Express Mobile v. Dropbox: one of nine tech giants sued over web-design patents
2020–2021
Express Mobile sued Dropbox along with eight other technology companies over website-builder patents in 2020; the suit against Dropbox was resolved by dismissal, consistent with a settlement, rather than a court ruling on the merits.
What happened
In September 2020 Express Mobile, Inc. filed a wave of patent-infringement suits against nine technology companies simultaneously — a group that, alongside Dropbox, included Google, Microsoft, eBay, Expedia, HubSpot, Facebook, Atlassian, and Squarespace. The complaints asserted Express Mobile's family of website-builder and web-design patents (publicly itemized as U.S. Patent Nos. 6,546,397; 7,594,168; 9,063,755; 9,471,287; and 9,928,044), though the exact subset asserted against Dropbox is not separately confirmed.
The Dropbox case was filed in the U.S. District Court for the Western District of Texas (No. 6:20-cv-00806) and then proceeded in the U.S. District Court for the Northern District of California (No. 3:21-cv-01145) before Chief Judge Richard Seeborg.
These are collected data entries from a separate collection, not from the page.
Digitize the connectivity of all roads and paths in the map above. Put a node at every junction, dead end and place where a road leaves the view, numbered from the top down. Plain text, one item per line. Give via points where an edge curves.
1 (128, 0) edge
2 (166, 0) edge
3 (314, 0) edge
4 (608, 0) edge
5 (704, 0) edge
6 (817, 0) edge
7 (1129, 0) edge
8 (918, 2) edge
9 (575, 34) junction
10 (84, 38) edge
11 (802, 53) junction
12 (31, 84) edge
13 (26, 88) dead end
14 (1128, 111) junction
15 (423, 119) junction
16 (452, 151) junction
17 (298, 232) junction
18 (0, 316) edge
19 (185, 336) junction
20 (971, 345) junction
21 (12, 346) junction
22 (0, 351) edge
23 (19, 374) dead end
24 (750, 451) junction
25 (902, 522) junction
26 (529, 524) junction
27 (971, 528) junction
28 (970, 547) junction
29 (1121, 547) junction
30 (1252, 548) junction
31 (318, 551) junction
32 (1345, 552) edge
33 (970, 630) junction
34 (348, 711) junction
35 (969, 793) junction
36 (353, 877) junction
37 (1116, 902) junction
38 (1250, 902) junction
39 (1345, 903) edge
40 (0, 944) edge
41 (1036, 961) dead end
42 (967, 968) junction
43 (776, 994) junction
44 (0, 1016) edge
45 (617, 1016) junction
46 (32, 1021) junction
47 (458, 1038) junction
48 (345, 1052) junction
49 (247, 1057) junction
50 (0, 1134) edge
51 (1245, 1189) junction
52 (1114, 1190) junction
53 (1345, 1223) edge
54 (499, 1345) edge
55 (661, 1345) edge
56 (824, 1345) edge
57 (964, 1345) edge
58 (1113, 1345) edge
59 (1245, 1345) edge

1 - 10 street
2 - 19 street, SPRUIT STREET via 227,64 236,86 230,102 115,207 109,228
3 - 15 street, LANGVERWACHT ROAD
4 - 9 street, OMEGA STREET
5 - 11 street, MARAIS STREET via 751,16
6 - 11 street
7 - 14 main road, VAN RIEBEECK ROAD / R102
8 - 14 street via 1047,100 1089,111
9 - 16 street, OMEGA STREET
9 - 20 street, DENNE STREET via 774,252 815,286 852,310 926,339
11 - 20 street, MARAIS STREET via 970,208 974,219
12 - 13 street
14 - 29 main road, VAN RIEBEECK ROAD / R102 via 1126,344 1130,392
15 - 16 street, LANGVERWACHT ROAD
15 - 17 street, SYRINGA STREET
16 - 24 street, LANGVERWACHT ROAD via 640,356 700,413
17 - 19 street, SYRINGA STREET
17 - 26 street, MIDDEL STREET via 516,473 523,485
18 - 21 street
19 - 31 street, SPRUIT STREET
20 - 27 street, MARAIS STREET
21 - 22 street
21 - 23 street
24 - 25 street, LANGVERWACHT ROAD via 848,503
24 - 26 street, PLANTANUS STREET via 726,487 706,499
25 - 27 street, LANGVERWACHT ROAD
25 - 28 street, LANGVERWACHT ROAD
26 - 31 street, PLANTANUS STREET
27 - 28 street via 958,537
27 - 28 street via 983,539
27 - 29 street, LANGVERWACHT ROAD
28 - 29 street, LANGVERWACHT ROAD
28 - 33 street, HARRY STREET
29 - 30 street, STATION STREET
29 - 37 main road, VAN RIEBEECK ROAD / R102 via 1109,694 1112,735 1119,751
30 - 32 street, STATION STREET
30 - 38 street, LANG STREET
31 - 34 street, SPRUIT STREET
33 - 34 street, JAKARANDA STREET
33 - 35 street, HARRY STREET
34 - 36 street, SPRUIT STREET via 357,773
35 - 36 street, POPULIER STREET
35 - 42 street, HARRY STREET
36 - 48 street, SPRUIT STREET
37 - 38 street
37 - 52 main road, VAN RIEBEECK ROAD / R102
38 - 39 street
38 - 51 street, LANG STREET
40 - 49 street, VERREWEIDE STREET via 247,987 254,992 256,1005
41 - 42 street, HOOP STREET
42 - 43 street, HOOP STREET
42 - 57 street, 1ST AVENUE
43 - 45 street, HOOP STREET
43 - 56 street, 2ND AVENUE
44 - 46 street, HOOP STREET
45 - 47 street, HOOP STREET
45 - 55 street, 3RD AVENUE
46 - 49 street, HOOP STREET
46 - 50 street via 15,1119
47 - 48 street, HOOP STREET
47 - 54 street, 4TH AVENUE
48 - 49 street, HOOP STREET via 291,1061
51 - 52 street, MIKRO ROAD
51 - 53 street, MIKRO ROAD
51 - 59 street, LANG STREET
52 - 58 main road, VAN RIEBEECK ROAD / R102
The Express Mobile case against Dropbox was resolved by dismissal — consistent with a settlement — rather than by a judgment on infringement or a patent-eligibility ruling. The precise terms and date are not public.
Impact
The suit was part of a broad assertion campaign in which a single patent owner targeted many of the largest technology companies at once, and it added Dropbox to the long list of defendants drawn into the Western District of Texas before the dispute moved to California. Its quiet, terms-confidential resolution is typical of how such multi-defendant campaigns wind down.